Recorded information:
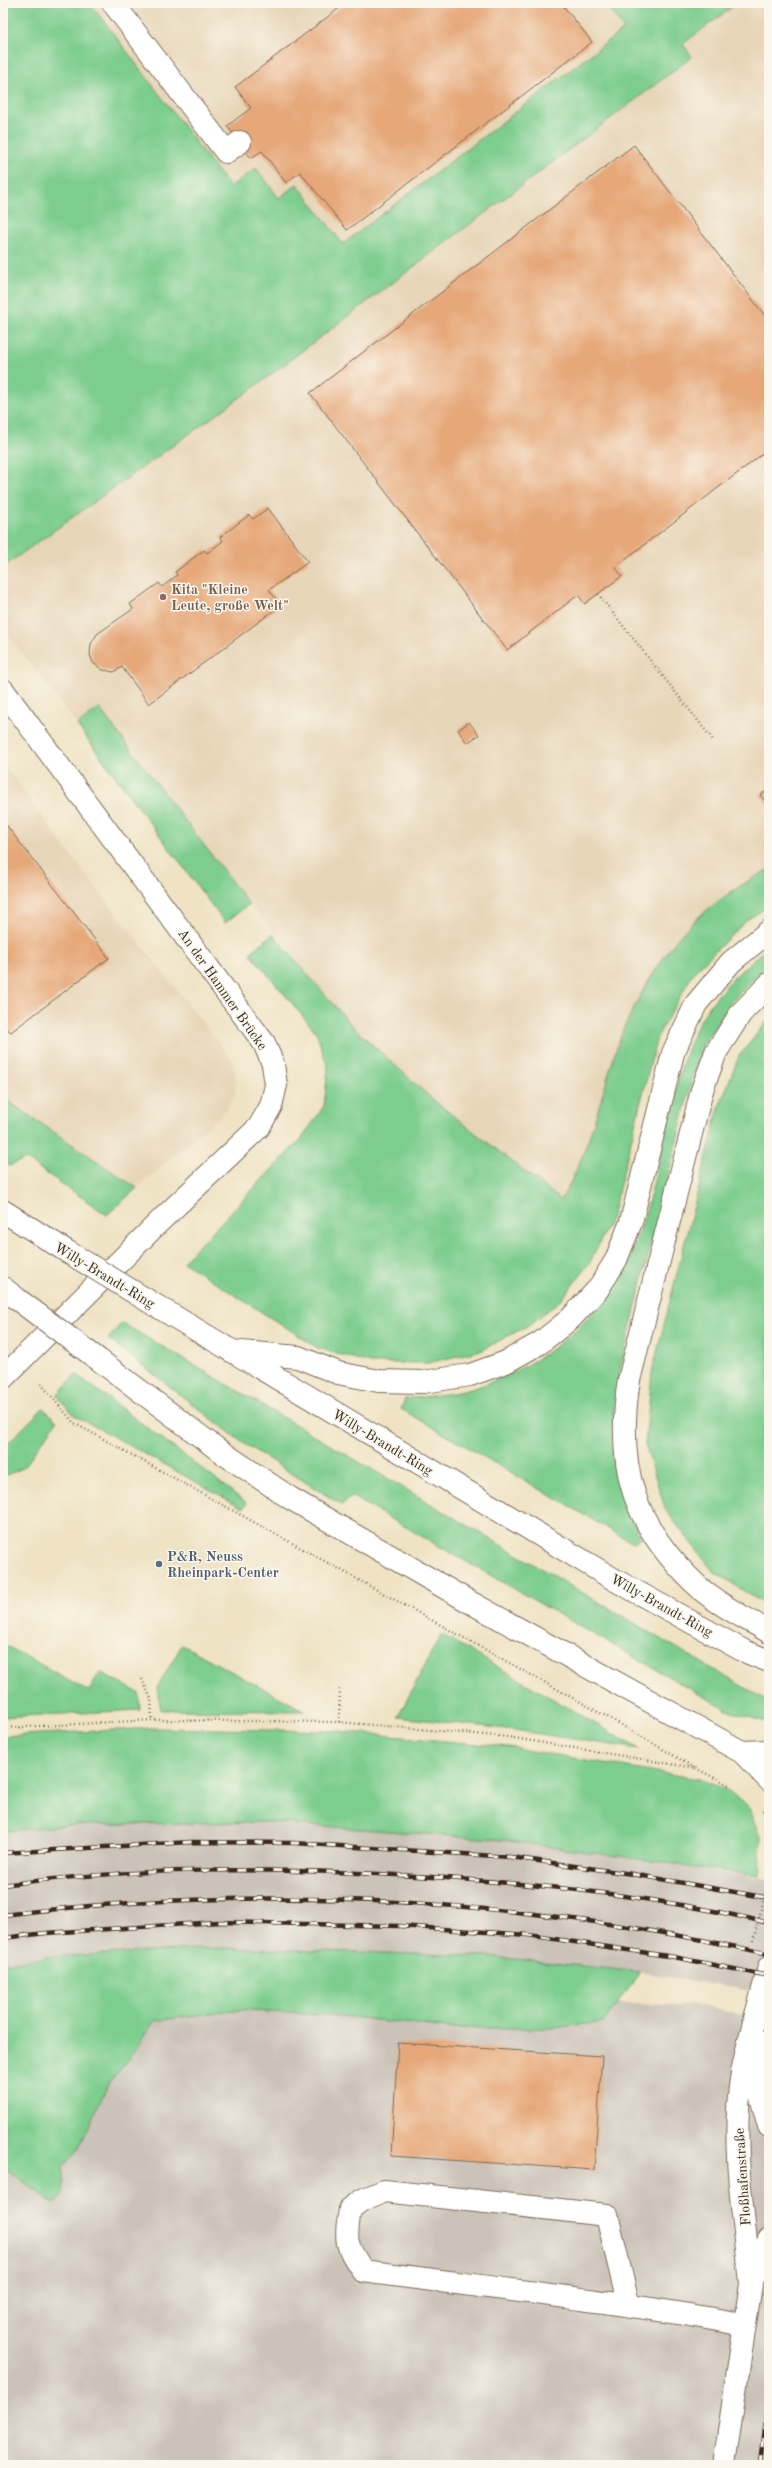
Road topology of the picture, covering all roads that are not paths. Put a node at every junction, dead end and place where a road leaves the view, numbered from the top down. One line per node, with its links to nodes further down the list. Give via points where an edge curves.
1 (113, 3): 2 (main road, via 226,152)
2 (240, 142)
3 (3, 690): 9 (main road, An der Hammer Brücke, via 264,1043 273,1064 276,1085 272,1106 259,1127 159,1222)
4 (769, 931): 8 (main road, via 731,962 696,1004 673,1054 631,1222 616,1260 598,1289 570,1319 540,1343 506,1362 470,1375 422,1382 379,1381 338,1373 298,1357)
5 (769, 984): 10 (main road, via 741,1013 716,1052 702,1090 628,1380 623,1416 624,1451 632,1489 645,1522 668,1556 703,1591)
6 (3, 1211): 8 (main road, Willy-Brandt-Ring, bridge)
7 (10, 1294): 13 (main road, bridge, via 220,1451 290,1498 468,1601)
8 (231, 1351): 11 (main road, Willy-Brandt-Ring, via 615,1580 744,1651)
9 (3, 1378)
10 (769, 1632)
11 (769, 1661)
12 (769, 1751): 13 (main road)
13 (742, 1752): 14 (main road)
14 (769, 1780)
15 (769, 1967): 16 (main road, Floßhafenstraße)
16 (760, 2000): 17 (main road, Floßhafenstraße, via 759,2090); 19 (main road, Floßhafenstraße, via 741,2078 738,2134)
17 (769, 2126)
18 (769, 2239): 19 (main road, Floßhafenstraße)
19 (751, 2284): 21 (main road, Floßhafenstraße)
20 (629, 2307): 20 (main road, via 363,2271 348,2249 347,2227 350,2209 362,2200 384,2191 607,2215); 21 (main road)
21 (745, 2325): 22 (main road, Floßhafenstraße)
22 (724, 2465)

Task brief:
With the pictures excluded, restate the material exactly as it stands.

Answer section:
Road topology of the picture, covering all roads that are not paths. Put a node at every junction, dead end and place where a road leaves the view, numbered from the top down. One line per node, with its links to nodes further down the list. Give via points where an edge curves.
1 (113, 3): 2 (main road, via 226,152)
2 (240, 142)
3 (3, 690): 9 (main road, An der Hammer Brücke, via 264,1043 273,1064 276,1085 272,1106 259,1127 159,1222)
4 (769, 931): 8 (main road, via 731,962 696,1004 673,1054 631,1222 616,1260 598,1289 570,1319 540,1343 506,1362 470,1375 422,1382 379,1381 338,1373 298,1357)
5 (769, 984): 10 (main road, via 741,1013 716,1052 702,1090 628,1380 623,1416 624,1451 632,1489 645,1522 668,1556 703,1591)
6 (3, 1211): 8 (main road, Willy-Brandt-Ring, bridge)
7 (10, 1294): 13 (main road, bridge, via 220,1451 290,1498 468,1601)
8 (231, 1351): 11 (main road, Willy-Brandt-Ring, via 615,1580 744,1651)
9 (3, 1378)
10 (769, 1632)
11 (769, 1661)
12 (769, 1751): 13 (main road)
13 (742, 1752): 14 (main road)
14 (769, 1780)
15 (769, 1967): 16 (main road, Floßhafenstraße)
16 (760, 2000): 17 (main road, Floßhafenstraße, via 759,2090); 19 (main road, Floßhafenstraße, via 741,2078 738,2134)
17 (769, 2126)
18 (769, 2239): 19 (main road, Floßhafenstraße)
19 (751, 2284): 21 (main road, Floßhafenstraße)
20 (629, 2307): 20 (main road, via 363,2271 348,2249 347,2227 350,2209 362,2200 384,2191 607,2215); 21 (main road)
21 (745, 2325): 22 (main road, Floßhafenstraße)
22 (724, 2465)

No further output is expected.